I am new to bioinformatics and am working on a school ML project that seeks to use the DNA Methylation data extracted from TCGA, to identify cancerous tissues from normal/control tissues, as well as distinguish between the different types of cancer (i.e. BRCA v.s COAD).
I have downloaded the "Illumina Human Methylation 450" level 3 data-set and will like to know how can I tell if a sample is cancerous, or normal/healthy since it is not indicated and I will require the information, in order to create a training data set.
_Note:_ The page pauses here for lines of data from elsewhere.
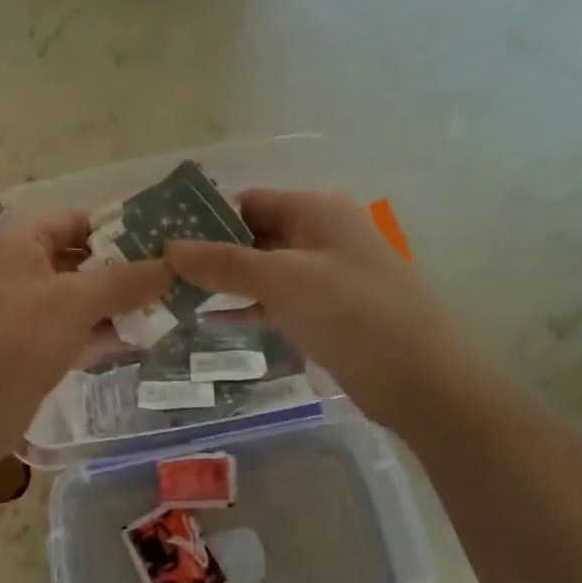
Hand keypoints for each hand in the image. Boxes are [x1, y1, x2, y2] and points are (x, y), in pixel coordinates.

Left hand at [0, 210, 171, 469]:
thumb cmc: (15, 341)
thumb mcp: (74, 302)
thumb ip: (124, 281)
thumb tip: (172, 266)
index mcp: (20, 245)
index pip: (75, 221)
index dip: (118, 227)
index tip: (162, 241)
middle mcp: (20, 272)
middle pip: (81, 261)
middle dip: (125, 272)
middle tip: (176, 278)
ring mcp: (24, 314)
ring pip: (80, 301)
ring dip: (119, 306)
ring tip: (171, 309)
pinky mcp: (31, 350)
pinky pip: (74, 333)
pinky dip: (103, 335)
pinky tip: (143, 341)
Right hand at [165, 190, 469, 425]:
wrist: (422, 381)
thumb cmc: (352, 314)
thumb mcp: (282, 281)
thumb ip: (224, 263)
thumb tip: (169, 248)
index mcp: (317, 211)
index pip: (248, 202)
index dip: (206, 217)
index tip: (162, 238)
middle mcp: (320, 235)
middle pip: (253, 235)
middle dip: (210, 252)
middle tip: (159, 271)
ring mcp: (325, 276)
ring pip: (262, 271)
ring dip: (224, 282)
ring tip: (173, 296)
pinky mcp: (326, 313)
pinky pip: (276, 302)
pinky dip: (246, 308)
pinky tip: (209, 321)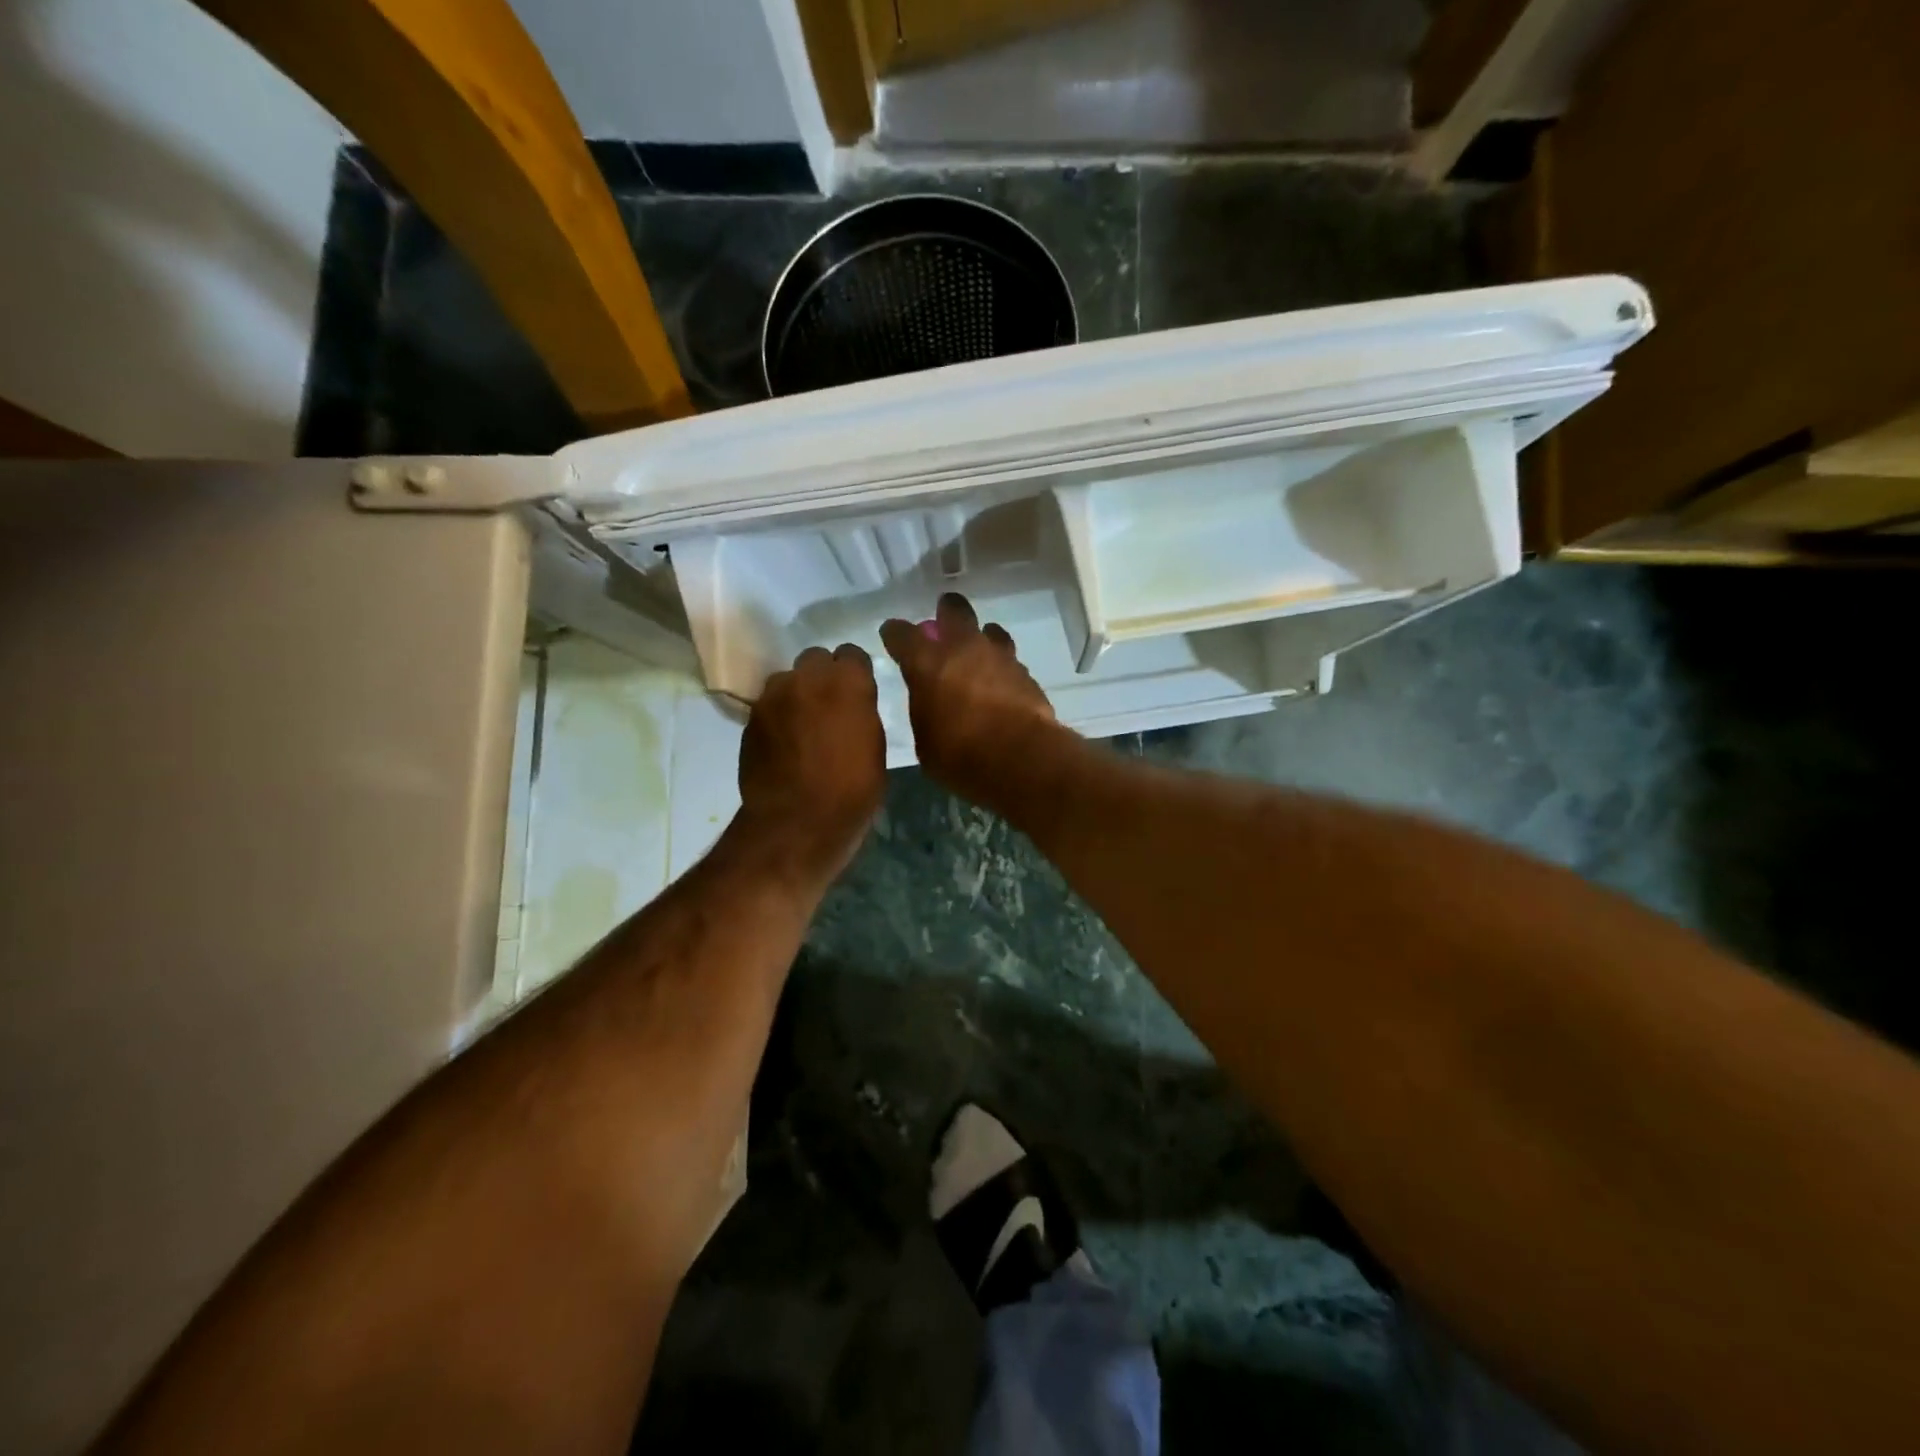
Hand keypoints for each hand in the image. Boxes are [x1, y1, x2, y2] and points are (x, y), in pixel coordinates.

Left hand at [738, 643, 886, 882]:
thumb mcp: (874, 747)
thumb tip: (853, 706)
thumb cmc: (852, 790)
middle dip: (823, 675)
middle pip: (816, 658)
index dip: (855, 672)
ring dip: (797, 693)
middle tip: (830, 705)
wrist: (797, 822)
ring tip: (803, 725)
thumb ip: (862, 713)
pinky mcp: (751, 717)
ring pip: (788, 680)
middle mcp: (808, 677)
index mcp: (848, 682)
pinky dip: (778, 717)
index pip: (852, 654)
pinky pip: (769, 705)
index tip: (858, 692)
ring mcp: (774, 696)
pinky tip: (784, 744)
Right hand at [879, 593, 1059, 807]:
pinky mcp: (1027, 675)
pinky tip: (1001, 685)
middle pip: (955, 611)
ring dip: (982, 639)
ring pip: (990, 632)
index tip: (893, 635)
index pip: (902, 634)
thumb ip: (925, 711)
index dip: (895, 633)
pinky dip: (1002, 670)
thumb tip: (930, 703)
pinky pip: (1010, 662)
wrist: (1021, 759)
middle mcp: (964, 649)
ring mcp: (1000, 658)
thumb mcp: (926, 741)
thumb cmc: (960, 755)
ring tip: (979, 655)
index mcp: (927, 663)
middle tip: (943, 620)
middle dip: (947, 611)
The headers included in the data-sets which I have downloaded are as follows:
1) Composite Element REF 2) Beta_Value 3) Chromosome 4) Start 5) End 6) Gene Symbol 7) Gene Type 8) Transcript ID 9) Position to TSS 10) CGI Coordinate 11) Feature Type
This seems to be quite different from the headers present for another similar study (https://arxiv.org/ftp/arxiv/papers/1804/1804.04839.pdf) as they have a header which states the class of the tumor (normal or cancerous).
Thus, can I check if the "class" header is present on level 2 or level 1 data instead? Or is it distinguished via the assigned TCGA barcode number:
Moreover, I am currently analyzing the .txt data via excel, thus are there any other methods available instead? Any help will be greatly appreciated as I am currently quite lost, and worried about the lack of progress.